The first thing to notice is that the Trigger Range was exactly 10.00 points, 4820.00 – 4830.00. It’s hard to define “normal market conditions” but a 10 point opening range is slightly wider than what we’d typically see on an average day – in periods of average volatility. But it’s interesting to see the distance to the Targets and the net result based on an exact ten point, opening 5-minute ATR.
By the way, the charts on this page will be 5-minute charts unless otherwise noted. The 5-minute chart is the preferred timeframe to follow along with the Momentum System once an Alert triggers-in. Also the blue moving average you’ll see on some of the charts is the 21-period EMA. The 21-ema on a 5-minute chart can be extremely useful as you’ll see in some of the examples on this page.
So as I mentioned, everything on the chart above should be pretty self-explanatory, but an interesting thing to note is the additional “downside traction” after Target 2 was hit. The low of the move was 4772.75 which was -40.50 points below the Short Entry. While this isn’t the best example of how you might capture additional points past T2, it does get us thinking about how we might take advantage of certain sessions where the price makes a significant move past the 2nd Target.
This next example shows what I’d consider to be extremely rare price action. The price never touched the 21-ema the entire cash session (even though it came very close within 2-ticks). I’ve seen plenty of sessions with strong directional trends where there’s no 5-minute close past the 21-ema, but I’d say what transpired here probably only happens a few times a year.
So there’s quite a lot we can glean from this example. And it should also get you thinking about how we might capitalize on a strongly trending day – beyond the simple strategy of trading 2 contracts and selling one at each of the 2 Targets.
Keep in mind that it’s nearly impossible to identify a strong trending day like this near the open, but the obvious way to catch the bulk of a move like this is to trade 3 (or more) contracts and look to take partial profits at the 2 Targets, then let the rest ride using the Trailing Stop. Every so often we see a strong move like this where the trailing stop never gets hit and you’d simply close out the remaining contract at the cash session close.
It’s easy to say in hindsight that one might have used the 21-ema to stay in this trade, but the reality is that a session like this is pretty much an anomaly. Price tends to touch and trend above and below the 21-ema multiple times during an average session. But I do think in certain circumstances the 21-ema can be used to enhance the returns for some alerts using a bit of discretion. The main thing I want to emphasize here is that it’s important to realize that in certain sessions, the price will blow past Target 2 and just keep going – so it’s possible to capture a lot more points than the “basic strategy” offers on strongly trending days.

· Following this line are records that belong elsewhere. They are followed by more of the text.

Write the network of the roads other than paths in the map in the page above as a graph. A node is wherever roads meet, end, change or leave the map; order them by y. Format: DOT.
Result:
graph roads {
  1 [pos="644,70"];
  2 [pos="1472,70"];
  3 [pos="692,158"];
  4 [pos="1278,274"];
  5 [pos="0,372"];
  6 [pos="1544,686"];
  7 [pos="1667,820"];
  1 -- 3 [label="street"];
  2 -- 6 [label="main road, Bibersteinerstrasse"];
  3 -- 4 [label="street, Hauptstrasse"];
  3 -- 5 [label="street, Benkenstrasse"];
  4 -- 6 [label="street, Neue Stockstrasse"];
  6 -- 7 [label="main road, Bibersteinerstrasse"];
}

Here’s an example that shows why trading around Holidays are not usually recommended, particularly the week between Christmas and New Year’s. In past years, our observation is that the last couple weeks of the year are just not conducive to trading overall. People are getting ready for the Holidays and doing other things. The volume and participation are low, which leads to choppy conditions and exaggerated, random price moves. It’s just not “normal market conditions”. We also see this same type of behavior around other Holidays – like a 3-day weekend.

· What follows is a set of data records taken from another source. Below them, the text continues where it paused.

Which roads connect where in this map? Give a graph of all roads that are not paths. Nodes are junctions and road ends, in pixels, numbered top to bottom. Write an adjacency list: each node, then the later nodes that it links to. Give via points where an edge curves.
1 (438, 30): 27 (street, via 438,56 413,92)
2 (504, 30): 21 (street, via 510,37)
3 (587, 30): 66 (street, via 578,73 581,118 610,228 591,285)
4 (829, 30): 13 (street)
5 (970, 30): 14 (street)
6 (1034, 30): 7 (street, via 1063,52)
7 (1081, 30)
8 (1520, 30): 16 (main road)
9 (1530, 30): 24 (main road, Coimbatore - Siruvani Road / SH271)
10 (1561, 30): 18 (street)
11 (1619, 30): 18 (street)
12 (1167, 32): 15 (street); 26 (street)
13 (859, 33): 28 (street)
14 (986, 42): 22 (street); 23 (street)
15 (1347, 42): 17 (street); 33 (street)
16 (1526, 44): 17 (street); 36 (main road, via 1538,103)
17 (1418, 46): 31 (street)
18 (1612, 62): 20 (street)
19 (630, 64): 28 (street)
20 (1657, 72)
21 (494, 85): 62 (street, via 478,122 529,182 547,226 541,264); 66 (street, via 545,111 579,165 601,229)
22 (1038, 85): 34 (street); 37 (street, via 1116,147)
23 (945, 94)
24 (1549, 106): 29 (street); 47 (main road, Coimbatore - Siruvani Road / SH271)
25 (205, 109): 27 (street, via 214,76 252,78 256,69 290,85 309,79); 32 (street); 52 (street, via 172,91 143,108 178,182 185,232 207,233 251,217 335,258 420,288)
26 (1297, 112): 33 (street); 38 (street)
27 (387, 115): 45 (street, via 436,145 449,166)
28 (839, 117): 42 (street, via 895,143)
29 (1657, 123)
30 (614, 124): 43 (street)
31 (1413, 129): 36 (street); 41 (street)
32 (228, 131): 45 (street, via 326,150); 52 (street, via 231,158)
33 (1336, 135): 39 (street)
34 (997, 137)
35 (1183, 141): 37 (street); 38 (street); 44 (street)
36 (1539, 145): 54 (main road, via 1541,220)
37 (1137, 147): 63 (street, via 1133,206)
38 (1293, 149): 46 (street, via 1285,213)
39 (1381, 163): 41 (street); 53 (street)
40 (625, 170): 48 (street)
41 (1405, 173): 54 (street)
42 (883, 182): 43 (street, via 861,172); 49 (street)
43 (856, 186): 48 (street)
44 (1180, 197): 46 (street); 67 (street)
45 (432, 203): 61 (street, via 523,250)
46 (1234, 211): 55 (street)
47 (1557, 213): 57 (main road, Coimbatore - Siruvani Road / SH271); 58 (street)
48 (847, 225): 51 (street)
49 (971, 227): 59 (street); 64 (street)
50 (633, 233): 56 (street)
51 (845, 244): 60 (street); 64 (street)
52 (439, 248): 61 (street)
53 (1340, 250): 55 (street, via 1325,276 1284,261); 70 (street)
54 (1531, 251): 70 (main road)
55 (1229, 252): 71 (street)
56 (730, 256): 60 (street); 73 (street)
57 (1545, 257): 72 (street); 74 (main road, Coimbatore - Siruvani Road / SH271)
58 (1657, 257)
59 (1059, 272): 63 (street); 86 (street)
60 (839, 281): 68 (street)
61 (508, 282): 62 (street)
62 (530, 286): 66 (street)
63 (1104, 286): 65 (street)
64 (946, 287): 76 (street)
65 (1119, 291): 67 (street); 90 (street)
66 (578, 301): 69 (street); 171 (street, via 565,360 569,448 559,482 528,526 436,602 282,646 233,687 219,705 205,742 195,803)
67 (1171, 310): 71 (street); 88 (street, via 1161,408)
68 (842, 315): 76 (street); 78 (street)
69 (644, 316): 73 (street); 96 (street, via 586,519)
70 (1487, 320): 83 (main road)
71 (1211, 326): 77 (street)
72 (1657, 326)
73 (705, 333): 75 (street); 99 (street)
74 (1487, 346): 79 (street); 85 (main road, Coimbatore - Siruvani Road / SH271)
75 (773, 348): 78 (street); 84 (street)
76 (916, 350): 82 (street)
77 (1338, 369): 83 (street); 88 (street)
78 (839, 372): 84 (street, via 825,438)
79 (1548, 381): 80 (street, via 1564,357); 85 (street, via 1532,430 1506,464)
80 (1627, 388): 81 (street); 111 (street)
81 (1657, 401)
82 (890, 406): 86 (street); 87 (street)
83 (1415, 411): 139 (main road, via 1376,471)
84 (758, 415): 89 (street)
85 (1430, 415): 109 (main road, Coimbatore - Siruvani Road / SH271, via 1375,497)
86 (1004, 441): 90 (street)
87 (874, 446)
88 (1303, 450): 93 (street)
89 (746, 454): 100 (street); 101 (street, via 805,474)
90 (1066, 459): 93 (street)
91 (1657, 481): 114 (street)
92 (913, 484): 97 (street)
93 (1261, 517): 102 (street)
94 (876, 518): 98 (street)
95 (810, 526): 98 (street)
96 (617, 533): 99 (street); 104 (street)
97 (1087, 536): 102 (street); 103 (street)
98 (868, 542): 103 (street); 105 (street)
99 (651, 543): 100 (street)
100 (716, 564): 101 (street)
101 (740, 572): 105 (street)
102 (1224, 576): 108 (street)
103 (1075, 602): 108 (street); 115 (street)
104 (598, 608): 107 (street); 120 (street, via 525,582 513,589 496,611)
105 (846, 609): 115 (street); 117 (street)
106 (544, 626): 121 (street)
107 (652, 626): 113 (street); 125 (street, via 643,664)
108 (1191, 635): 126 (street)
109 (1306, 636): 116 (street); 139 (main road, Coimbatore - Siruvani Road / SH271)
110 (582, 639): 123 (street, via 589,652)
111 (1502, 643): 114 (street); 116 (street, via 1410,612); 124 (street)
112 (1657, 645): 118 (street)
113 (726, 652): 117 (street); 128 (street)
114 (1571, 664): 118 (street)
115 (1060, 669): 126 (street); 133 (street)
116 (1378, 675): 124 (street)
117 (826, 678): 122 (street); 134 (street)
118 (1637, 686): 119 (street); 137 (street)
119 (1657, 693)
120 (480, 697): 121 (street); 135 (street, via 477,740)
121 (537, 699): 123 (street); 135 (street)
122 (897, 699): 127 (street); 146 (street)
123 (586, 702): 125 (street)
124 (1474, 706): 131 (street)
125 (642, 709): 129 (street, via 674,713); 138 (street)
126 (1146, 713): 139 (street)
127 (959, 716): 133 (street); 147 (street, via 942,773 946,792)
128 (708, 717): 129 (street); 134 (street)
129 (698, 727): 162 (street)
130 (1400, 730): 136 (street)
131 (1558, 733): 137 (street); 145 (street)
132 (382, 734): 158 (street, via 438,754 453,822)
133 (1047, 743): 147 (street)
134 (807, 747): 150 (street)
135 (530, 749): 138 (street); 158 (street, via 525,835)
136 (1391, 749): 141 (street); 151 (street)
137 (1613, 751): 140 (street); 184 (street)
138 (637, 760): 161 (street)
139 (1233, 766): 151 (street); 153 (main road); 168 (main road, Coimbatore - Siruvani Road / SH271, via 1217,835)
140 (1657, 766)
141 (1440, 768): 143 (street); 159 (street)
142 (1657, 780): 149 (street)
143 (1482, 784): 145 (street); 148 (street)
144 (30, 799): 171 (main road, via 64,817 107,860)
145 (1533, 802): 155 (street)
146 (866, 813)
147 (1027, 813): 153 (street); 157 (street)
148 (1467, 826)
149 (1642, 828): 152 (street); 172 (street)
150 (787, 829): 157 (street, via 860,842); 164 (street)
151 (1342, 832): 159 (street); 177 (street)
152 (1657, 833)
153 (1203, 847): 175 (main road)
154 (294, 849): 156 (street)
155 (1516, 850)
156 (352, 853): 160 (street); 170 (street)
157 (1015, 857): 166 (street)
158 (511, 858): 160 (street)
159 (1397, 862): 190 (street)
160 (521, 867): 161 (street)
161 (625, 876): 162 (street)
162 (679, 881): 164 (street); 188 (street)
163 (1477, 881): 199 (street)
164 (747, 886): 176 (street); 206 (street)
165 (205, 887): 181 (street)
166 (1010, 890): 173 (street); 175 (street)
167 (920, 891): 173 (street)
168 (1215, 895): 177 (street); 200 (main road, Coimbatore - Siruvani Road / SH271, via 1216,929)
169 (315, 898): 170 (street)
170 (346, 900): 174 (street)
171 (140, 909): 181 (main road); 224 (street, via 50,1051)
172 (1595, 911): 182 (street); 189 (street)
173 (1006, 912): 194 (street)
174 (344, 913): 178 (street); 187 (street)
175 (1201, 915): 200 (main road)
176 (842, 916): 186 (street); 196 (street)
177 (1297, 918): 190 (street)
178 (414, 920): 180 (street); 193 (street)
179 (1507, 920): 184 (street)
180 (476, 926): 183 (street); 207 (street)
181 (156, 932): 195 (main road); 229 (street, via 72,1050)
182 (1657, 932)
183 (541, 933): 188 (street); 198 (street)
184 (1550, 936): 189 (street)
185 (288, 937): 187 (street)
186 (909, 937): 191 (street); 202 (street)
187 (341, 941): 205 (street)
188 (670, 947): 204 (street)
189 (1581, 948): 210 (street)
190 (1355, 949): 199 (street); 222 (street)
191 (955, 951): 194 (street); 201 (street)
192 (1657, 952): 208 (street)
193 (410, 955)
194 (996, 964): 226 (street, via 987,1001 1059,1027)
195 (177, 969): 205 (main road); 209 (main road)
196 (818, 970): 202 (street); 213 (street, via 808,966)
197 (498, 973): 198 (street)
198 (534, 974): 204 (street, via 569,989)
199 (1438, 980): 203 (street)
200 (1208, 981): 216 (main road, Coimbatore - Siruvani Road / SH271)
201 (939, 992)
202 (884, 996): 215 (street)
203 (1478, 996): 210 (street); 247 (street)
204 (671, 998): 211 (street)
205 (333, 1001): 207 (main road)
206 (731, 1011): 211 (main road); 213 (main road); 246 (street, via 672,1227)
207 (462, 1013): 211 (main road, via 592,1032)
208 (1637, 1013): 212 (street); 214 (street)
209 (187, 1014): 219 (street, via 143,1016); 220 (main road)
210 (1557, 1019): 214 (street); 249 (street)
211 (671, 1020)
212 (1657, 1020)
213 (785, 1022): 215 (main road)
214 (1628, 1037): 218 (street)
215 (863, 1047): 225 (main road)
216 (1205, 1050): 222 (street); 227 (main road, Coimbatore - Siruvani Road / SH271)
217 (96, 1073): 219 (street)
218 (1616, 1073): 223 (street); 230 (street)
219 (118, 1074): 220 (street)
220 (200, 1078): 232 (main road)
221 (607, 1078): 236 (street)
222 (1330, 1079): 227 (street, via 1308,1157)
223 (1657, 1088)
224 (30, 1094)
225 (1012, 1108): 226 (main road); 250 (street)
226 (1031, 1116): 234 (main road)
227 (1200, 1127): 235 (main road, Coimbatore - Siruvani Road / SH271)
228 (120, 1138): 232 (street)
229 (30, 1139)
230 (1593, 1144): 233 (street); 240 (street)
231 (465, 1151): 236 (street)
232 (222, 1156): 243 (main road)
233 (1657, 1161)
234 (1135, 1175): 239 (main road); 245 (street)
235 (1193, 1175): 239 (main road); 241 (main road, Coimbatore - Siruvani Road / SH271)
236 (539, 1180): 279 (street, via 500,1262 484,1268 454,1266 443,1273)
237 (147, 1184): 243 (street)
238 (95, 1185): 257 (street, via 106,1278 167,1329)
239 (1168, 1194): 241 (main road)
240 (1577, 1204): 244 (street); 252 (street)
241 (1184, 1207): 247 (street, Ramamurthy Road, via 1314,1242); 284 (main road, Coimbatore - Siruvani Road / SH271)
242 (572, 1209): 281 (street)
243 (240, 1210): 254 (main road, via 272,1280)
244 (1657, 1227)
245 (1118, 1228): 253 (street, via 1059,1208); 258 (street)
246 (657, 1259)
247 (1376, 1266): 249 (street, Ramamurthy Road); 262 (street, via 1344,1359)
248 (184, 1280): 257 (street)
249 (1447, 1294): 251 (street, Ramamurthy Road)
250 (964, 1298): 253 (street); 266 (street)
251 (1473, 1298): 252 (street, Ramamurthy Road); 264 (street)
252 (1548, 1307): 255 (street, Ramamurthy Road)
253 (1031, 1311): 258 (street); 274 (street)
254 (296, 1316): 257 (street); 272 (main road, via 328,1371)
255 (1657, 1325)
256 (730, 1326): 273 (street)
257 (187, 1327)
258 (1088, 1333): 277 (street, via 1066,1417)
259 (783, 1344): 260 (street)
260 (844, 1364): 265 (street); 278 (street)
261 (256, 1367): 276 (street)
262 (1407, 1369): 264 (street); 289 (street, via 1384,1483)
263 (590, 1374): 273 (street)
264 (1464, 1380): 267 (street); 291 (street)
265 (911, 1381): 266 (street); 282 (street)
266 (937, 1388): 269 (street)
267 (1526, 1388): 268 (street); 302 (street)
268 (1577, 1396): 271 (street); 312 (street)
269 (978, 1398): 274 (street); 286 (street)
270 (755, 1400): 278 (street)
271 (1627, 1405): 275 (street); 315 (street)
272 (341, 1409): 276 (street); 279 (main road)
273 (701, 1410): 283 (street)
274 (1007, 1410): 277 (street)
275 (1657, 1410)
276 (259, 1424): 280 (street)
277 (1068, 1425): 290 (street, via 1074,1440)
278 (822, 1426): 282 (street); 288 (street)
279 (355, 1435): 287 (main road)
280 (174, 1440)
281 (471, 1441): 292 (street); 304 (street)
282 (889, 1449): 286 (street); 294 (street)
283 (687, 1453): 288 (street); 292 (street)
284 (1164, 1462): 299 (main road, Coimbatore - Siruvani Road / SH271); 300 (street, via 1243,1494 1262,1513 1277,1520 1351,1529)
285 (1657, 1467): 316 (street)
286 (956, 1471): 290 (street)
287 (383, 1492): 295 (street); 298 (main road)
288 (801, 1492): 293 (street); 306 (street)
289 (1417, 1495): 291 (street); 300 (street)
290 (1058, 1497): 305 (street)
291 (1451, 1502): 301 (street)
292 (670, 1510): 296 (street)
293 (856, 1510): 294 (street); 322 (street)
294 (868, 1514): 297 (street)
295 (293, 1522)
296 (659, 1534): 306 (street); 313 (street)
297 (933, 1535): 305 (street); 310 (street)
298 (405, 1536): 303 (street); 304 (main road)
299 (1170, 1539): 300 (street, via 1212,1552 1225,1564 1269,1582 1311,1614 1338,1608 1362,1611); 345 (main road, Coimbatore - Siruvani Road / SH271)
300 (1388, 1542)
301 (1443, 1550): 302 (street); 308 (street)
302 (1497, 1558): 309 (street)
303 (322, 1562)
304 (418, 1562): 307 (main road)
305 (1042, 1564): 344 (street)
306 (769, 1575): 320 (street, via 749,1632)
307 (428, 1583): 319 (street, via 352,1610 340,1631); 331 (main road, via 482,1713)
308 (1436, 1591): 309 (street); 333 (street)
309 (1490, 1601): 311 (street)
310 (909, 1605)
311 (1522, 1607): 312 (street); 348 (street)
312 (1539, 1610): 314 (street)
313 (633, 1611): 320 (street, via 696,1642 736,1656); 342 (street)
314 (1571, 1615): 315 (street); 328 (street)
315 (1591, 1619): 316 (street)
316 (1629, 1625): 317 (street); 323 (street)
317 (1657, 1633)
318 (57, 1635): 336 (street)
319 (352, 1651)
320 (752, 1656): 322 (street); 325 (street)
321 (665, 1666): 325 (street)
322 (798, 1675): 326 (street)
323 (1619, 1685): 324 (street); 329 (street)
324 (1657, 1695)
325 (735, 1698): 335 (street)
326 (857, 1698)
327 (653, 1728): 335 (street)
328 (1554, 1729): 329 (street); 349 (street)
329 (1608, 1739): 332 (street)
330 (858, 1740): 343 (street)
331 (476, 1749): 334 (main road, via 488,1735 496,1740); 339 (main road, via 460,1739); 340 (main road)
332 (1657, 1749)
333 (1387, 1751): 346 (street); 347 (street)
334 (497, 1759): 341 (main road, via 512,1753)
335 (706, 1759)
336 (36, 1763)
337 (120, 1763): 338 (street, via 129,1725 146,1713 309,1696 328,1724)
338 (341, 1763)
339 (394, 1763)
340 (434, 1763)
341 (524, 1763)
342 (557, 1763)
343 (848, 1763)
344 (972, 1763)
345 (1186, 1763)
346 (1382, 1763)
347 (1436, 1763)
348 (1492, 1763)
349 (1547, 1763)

You can see why I call this “choppy” price action. Notice the range is only 6.00 points which is at the low end of “normal”. Anything less than a 6-point Trigger range increases the likelihood that the price is going to cross above and below the Range multiple times. Also the smaller the Range, the less the distance to the Targets. So you can see it took the price over an hour to even poke out of the Range, which is highly unusual – especially for a mere 6-point range. You can see where the first Alert triggered-in and then price reversed and went down to hit the stop. There was another almost identical Alert later in the afternoon that I didn’t mark on the chart that did the exact same thing. Here are the System notes from that day:
One interesting thing to notice in the System Notes is how mid-day the system was firing off a series of both Long and Short Alerts that never triggered-in. It’s common to see an alert that doesn’t trigger-in, but to see a series of them like this (look at the time stamps) should have been a clear indication that the session just wasn’t conducive to trading that day.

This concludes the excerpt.